Of course; code like this is extremely expensive — and fagile:

volatile char z = 12;
    
while(z)
{
    z++;
    z++;
    z++;
    z++;
    z -= 5;
}

It's expensive because your are asking for code bloat just to waste some cycles. And it's fragile because minimal changes to the code might change the timings. Apart from that it triggers stack frames because local volatile vars will live in the stack frame.

To make things worse, you are using volatile char z as a loop variable!

Why to use _delay_ms and friends

AVR-LibC provides delay routines like _delay_us and delay_ms in <util/delay.h>. Advantage is that:

  • A specified amount of time is wasted, which is passed as a parameter. (The routines might waste more real time than expected if interrupts are on.)

  • Code size is minimal due to inline assembly, compiler built-ins like __builtin_avr_delay_cycles and code folding.

  • No more need for magic numbers like 12 or 18 in your code.

The delay time must evaluate to a compile-time constant, and optimization must be turned on1. Canonical use case is to compute delay time using F_CPU, baud rate etc. Suppose we want to delay x * 1/BAUD seconds, which is x * 1000000 / BAUD µs.

So let's change Bit_Delay to the following code, where we add -D F_CPU=8000000 to the command line options so that the delay routines have it available:

#define BAUD 9600

__attribute__((always_inline))
static inline void Bit_Delay (double x)
{
    _delay_us (x * 1000000 / BAUD);
}

Then use it like Bit_Delay (1). Changing the 4 usages to that, the code size drops from 480 Bytes to 360 Bytes.

Also adjusting the wait for 1.5 bits to Bit_Delay (1.5) and fixing the loop variable to not be volatile, the code size drops to 180 Bytes.

Functions Serial_RX_Char and Serial_TX_Char are just called once statically, so the compiler can inline them provided we make them static.

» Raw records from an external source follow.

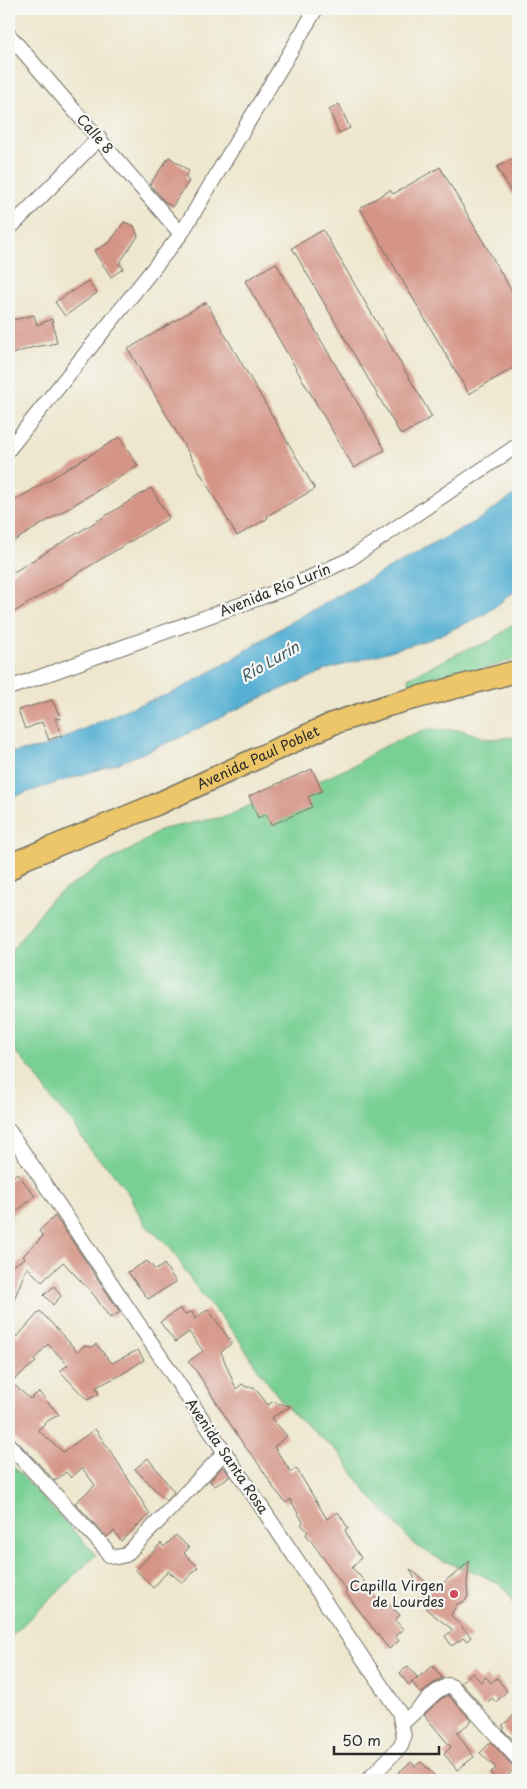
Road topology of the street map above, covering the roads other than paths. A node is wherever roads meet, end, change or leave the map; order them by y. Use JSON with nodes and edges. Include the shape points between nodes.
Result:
{"nodes":[{"id":1,"x":316,"y":9,"type":"edge"},
{"id":2,"x":9,"y":35,"type":"edge"},
{"id":3,"x":98,"y":138,"type":"junction"},
{"id":4,"x":9,"y":229,"type":"edge"},
{"id":5,"x":182,"y":234,"type":"junction"},
{"id":6,"x":518,"y":445,"type":"edge"},
{"id":7,"x":9,"y":448,"type":"edge"},
{"id":8,"x":518,"y":671,"type":"edge"},
{"id":9,"x":9,"y":688,"type":"edge"},
{"id":10,"x":9,"y":870,"type":"edge"},
{"id":11,"x":9,"y":1131,"type":"edge"},
{"id":12,"x":9,"y":1445,"type":"edge"},
{"id":13,"x":225,"y":1452,"type":"junction"},
{"id":14,"x":403,"y":1723,"type":"junction"},
{"id":15,"x":518,"y":1758,"type":"edge"},
{"id":16,"x":368,"y":1780,"type":"edge"}],
"edges":[{"from":1,"to":5,"type":"street"},
{"from":2,"to":3,"type":"street","name":"Calle 8"},
{"from":3,"to":4,"type":"street"},
{"from":3,"to":5,"type":"street","name":"Calle 8"},
{"from":5,"to":7,"type":"street"},
{"from":6,"to":9,"type":"street","name":"Avenida Río Lurín","via":[[350,560],[287,588]]},
{"from":8,"to":10,"type":"main road","name":"Avenida Paul Poblet","via":[[334,723],[155,805],[21,860]]},
{"from":11,"to":13,"type":"street","name":"Avenida Santa Rosa"},
{"from":12,"to":13,"type":"street","via":[[109,1555],[117,1557],[126,1556]]},
{"from":13,"to":14,"type":"street","name":"Avenida Santa Rosa","via":[[399,1712]]},
{"from":14,"to":15,"type":"street","via":[[436,1692],[448,1685],[453,1686]]},
{"from":14,"to":16,"type":"street","via":[[401,1746]]}]}
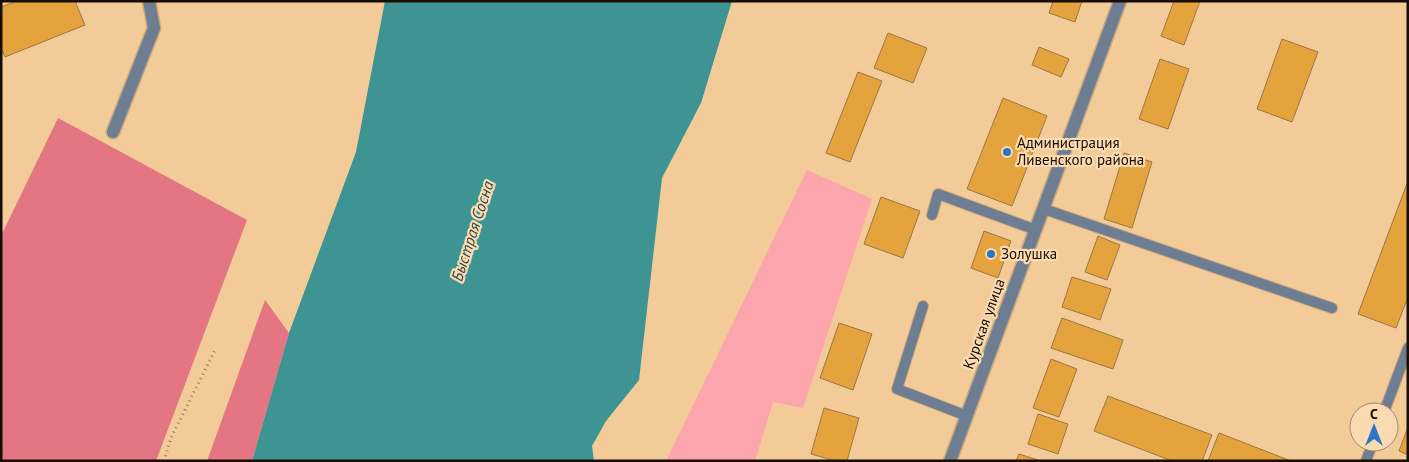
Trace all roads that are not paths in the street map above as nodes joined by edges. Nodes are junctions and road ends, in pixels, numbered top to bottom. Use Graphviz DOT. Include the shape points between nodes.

This reduces the code size further to 170 Bytes, 44 bytes of which are start-up code and vector table. Moreover, we do no more need stack frames (which were triggered by local volatile vars), and the function calls are inlined, which saves RAM. Not unimportant on a device like ATtiny5 with just 32 Bytes of RAM.

FYI, the (inlined) delay code is compiled as:

    ldi r20,lo8(208)
    ldi r21,hi8(208)
1:  subi r20,1
    sbci r21,0
    brne 1b
    nop

Magic 208 is basically F_CPU / BAUD / 4 folded by the compiler, where the division by 4 is because one turn of the delay loop takes 4 ticks.

Why not to use _delay_ms and friends

Busy-waiting is a waste of time and energy. For very short timing issues it might be in order, longer busy-wait may destroy timings of other parts of the code, because it blocks their execution. If possible, use timers + interrupts for that purpose; it saved energy (when sleep can be used when idling) and does not delay execution of unrelated code.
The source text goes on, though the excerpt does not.